Türkiye, sığınmacılar konusunda ne yapmalı? ‘Savaş bitince koruma rejimi de sonlandırılır’

2011’de başlayan iç savaştan bu yana süren istikrarsızlık döneminde ülkeden kaçan Suriyelilerin ülkelerine dönme durumları gündemde. Ankara Barosu Mülteci Hakları Merkezi Başkanı Avukat Onur Özcan Yeniay’a göre, kırılgan gruplar ile alakalı özel çalışma yapılması gerekiyor.

Eylül Barut

Suriye’de cihatçı terör örgütü Heyet Tahrir Şam (HTŞ) öncülüğündeki silahlı grupların Suriye’nin Başkenti Şam’a girmesinin ardından 61 yıllık Baas iktidarı sona erdi, 24 yıldır ülkeyi yöneten Suriye Devlet Başkanı Beşşar Esad’ın ise ülkeden ayrıldığı açıklandı. 2011 yılında başlayan iç savaş sonrası istikrarsızlık dönemi süresince ülkeden kaçan Suriyelilerin ise ülkelerine dönüşleri başladı. Gazetemiz Cumhuriyet’e konuşan Ankara Barosu Mülteci Hakları Merkezi Başkanı Av.
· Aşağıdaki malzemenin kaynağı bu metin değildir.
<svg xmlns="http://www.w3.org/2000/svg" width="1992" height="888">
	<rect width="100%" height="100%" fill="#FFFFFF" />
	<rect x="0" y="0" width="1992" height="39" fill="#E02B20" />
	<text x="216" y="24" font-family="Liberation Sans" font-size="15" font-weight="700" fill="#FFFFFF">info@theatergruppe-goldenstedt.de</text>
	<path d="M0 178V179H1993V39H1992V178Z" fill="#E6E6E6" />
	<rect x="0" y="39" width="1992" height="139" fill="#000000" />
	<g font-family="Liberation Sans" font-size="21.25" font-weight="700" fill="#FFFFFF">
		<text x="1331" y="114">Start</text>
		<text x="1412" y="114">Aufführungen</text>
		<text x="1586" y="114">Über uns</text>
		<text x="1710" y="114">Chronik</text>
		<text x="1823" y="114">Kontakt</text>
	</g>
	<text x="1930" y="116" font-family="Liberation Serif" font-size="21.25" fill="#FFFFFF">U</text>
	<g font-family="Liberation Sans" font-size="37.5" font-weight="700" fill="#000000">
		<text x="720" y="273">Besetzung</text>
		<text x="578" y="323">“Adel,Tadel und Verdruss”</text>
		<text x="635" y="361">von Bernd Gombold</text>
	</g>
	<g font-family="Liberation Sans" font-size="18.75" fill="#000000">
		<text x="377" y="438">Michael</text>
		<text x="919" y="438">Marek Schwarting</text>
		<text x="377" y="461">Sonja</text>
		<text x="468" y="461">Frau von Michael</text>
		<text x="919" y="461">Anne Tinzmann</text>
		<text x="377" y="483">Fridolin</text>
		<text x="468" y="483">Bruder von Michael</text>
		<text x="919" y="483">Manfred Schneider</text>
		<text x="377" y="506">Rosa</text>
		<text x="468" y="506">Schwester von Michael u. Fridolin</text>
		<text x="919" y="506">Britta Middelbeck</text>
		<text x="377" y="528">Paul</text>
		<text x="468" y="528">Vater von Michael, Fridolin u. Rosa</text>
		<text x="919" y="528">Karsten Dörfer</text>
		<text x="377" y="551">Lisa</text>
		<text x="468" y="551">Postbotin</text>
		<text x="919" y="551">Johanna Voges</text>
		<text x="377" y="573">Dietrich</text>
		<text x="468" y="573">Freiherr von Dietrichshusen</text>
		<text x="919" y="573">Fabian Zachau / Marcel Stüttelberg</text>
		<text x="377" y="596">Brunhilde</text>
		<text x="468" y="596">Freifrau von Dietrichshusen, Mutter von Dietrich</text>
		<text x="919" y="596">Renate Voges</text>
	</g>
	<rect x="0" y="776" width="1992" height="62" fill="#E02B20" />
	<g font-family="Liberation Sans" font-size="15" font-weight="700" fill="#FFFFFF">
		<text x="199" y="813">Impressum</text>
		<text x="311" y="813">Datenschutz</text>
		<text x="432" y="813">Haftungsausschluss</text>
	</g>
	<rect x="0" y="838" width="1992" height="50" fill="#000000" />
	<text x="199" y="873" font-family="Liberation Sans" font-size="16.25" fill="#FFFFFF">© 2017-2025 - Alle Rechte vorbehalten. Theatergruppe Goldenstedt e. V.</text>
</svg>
Onur Özcan Yeniay, Türkiye’de Geçici Koruma Altında statüsünde bulunan Suriyelilerin ülkelerine dönmeleri hâlinde yaşanacakları hukuki boyutuyla değerlendirdi.

‘GERİ DÖNÜŞLERLE İLGİLİ TAKVİM BELİRLENEBİLİR’

Geçici Koruma rejimini kullanma yetkisinin Bakanlar Kurulu’nda olduğunu anımsatan Yeniay, “Bakanlar Kurulu bu yetkiyi belli bir grup sığınma arayan kitle için süreli olarak verebilir. Geçici Koruma Rejimi, Uluslararası Koruma Rejiminin bir alt kolu olup özünde geçicilik vardır. Türkiye’de Ukrayna Savaşı’ndan gelen ve sığınma arayan kişilere de bu rejim uygulandı ve çoğunluk için son buldu. Ayrıca bu rejim, 1951 Cenevre Sözleşmesi’nin ek protokolleri gereğince uluslararası hukukta da yer alıyor. Bu rejimin Bosna-Hersek Savaşı’nda da Yugoslavya’nın dağılmasında da savaş coğrafyasında uygulandığını biliyoruz. Yani uluslararası hukuk düzeni geçici korumanın kalıcı olmayacağını kabul eder. Bakanlar Kurulu, geçici koruma rejiminin sonlandırıldığı kararını verir ve geri dönüşlerle alakalı bir takvim belirleyebilir” dedi. 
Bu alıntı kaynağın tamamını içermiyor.